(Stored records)

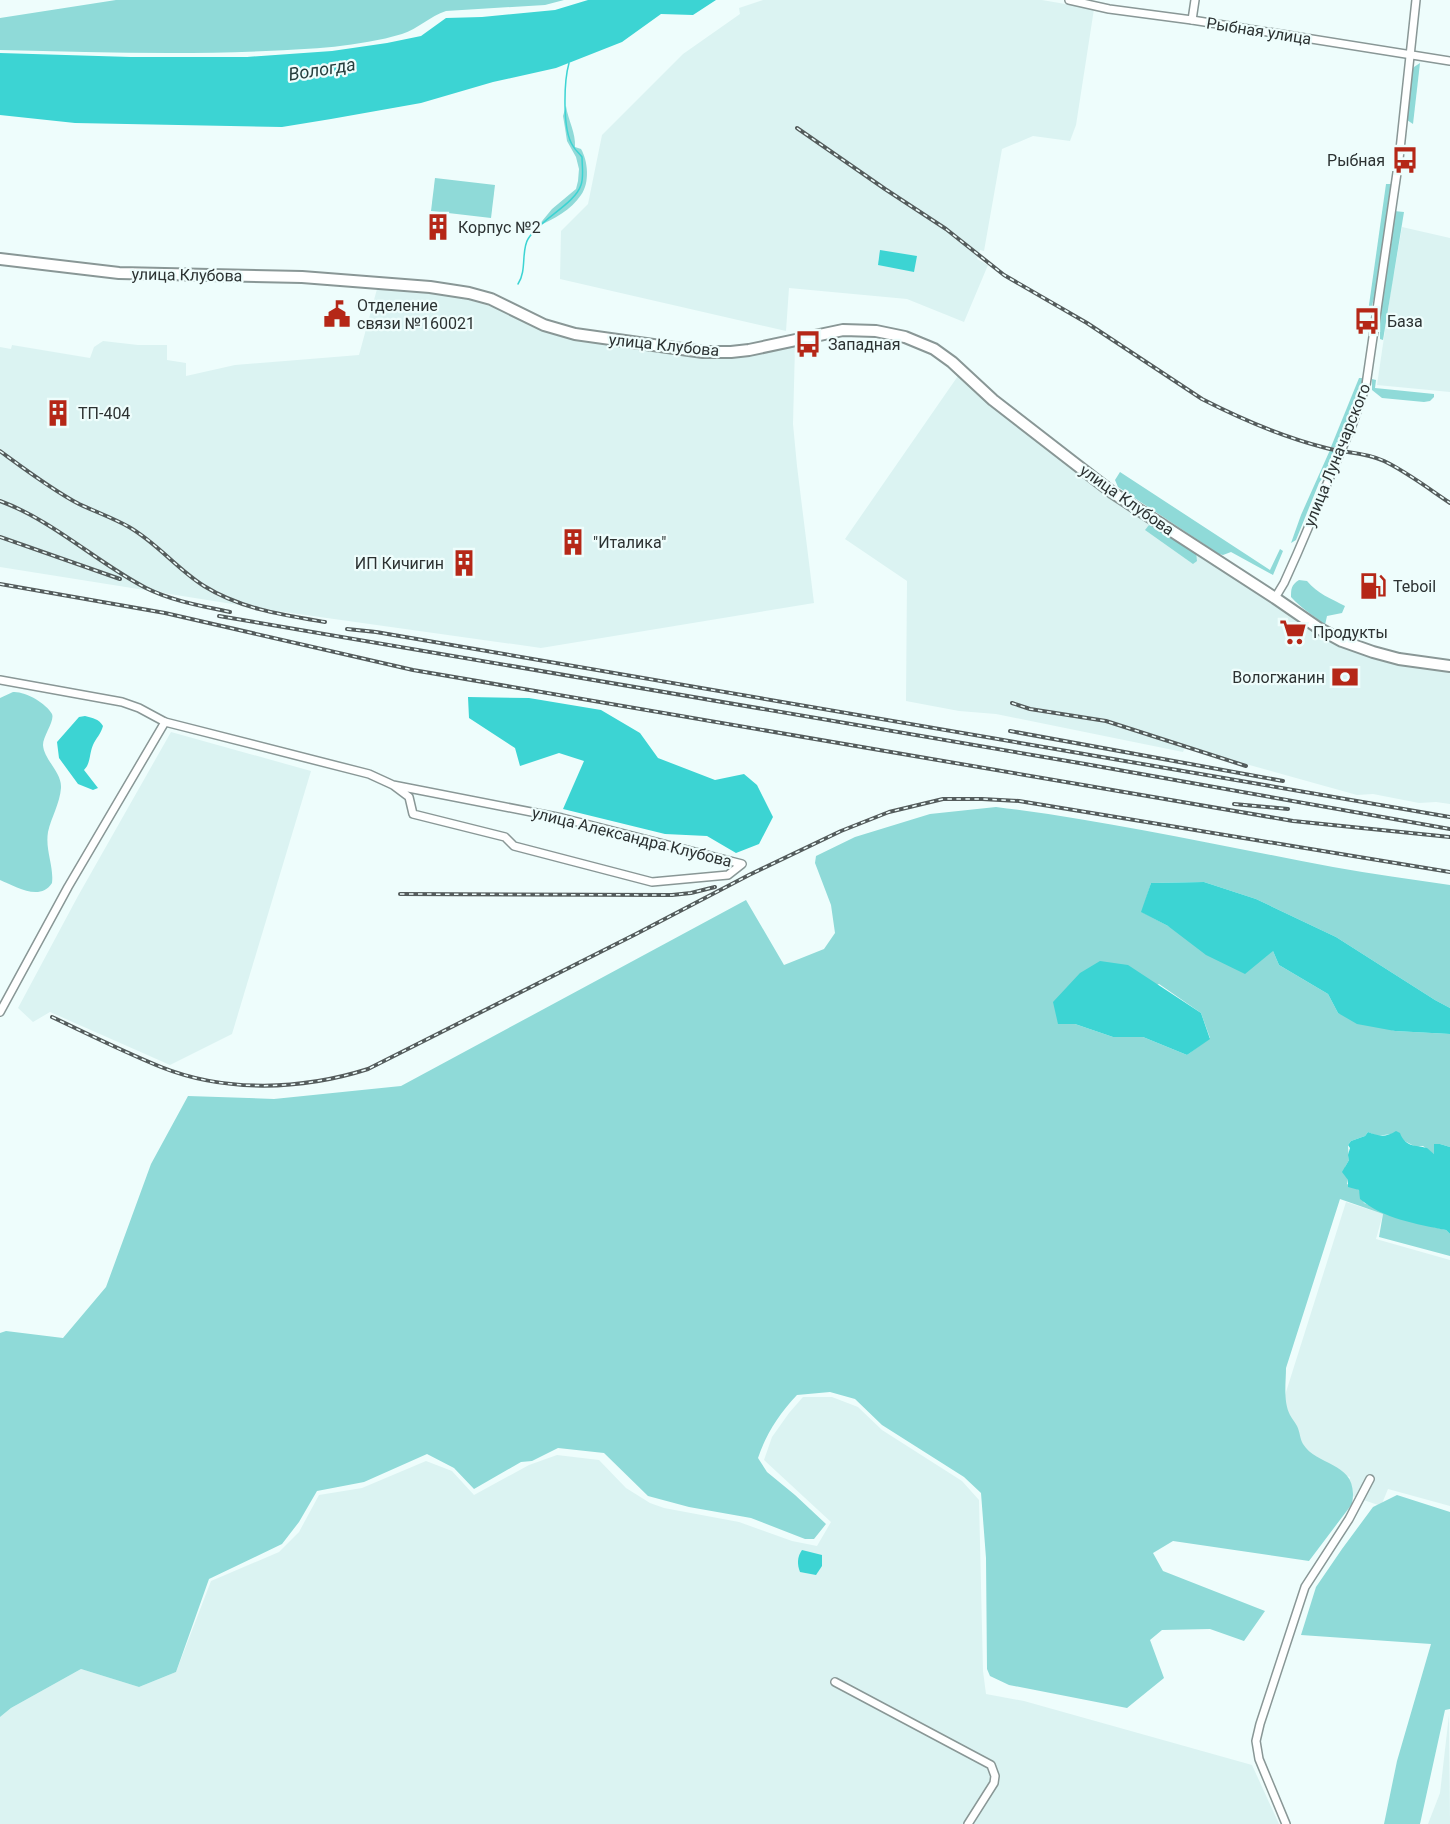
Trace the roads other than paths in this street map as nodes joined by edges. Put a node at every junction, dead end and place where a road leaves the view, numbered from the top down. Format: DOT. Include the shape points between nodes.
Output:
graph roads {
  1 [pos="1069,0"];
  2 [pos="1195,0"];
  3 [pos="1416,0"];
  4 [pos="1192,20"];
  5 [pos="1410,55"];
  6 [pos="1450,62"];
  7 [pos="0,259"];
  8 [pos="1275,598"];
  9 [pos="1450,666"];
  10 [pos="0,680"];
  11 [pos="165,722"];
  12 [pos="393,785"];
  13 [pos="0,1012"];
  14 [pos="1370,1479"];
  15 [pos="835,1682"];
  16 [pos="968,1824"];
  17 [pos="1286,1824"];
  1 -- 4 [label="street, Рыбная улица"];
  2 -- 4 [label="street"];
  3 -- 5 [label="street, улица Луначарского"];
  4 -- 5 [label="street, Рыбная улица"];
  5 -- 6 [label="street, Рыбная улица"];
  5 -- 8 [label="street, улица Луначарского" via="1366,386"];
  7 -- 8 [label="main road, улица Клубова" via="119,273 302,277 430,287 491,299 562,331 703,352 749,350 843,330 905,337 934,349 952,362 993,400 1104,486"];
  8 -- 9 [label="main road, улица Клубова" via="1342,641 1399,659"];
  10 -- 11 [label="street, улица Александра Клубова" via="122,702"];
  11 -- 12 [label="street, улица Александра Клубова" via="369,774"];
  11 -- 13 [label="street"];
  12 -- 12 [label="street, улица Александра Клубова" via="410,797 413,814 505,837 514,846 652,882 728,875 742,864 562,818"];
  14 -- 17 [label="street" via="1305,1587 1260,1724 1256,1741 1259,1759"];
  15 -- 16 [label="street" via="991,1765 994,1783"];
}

§ **THE TASK**
Pictures are not part of the copy; transcribe the rest of the data verbatim.

§ **EXERCISE RESULT**
Trace the roads other than paths in this street map as nodes joined by edges. Put a node at every junction, dead end and place where a road leaves the view, numbered from the top down. Format: DOT. Include the shape points between nodes.
Output:
graph roads {
  1 [pos="1069,0"];
  2 [pos="1195,0"];
  3 [pos="1416,0"];
  4 [pos="1192,20"];
  5 [pos="1410,55"];
  6 [pos="1450,62"];
  7 [pos="0,259"];
  8 [pos="1275,598"];
  9 [pos="1450,666"];
  10 [pos="0,680"];
  11 [pos="165,722"];
  12 [pos="393,785"];
  13 [pos="0,1012"];
  14 [pos="1370,1479"];
  15 [pos="835,1682"];
  16 [pos="968,1824"];
  17 [pos="1286,1824"];
  1 -- 4 [label="street, Рыбная улица"];
  2 -- 4 [label="street"];
  3 -- 5 [label="street, улица Луначарского"];
  4 -- 5 [label="street, Рыбная улица"];
  5 -- 6 [label="street, Рыбная улица"];
  5 -- 8 [label="street, улица Луначарского" via="1366,386"];
  7 -- 8 [label="main road, улица Клубова" via="119,273 302,277 430,287 491,299 562,331 703,352 749,350 843,330 905,337 934,349 952,362 993,400 1104,486"];
  8 -- 9 [label="main road, улица Клубова" via="1342,641 1399,659"];
  10 -- 11 [label="street, улица Александра Клубова" via="122,702"];
  11 -- 12 [label="street, улица Александра Клубова" via="369,774"];
  11 -- 13 [label="street"];
  12 -- 12 [label="street, улица Александра Клубова" via="410,797 413,814 505,837 514,846 652,882 728,875 742,864 562,818"];
  14 -- 17 [label="street" via="1305,1587 1260,1724 1256,1741 1259,1759"];
  15 -- 16 [label="street" via="991,1765 994,1783"];
}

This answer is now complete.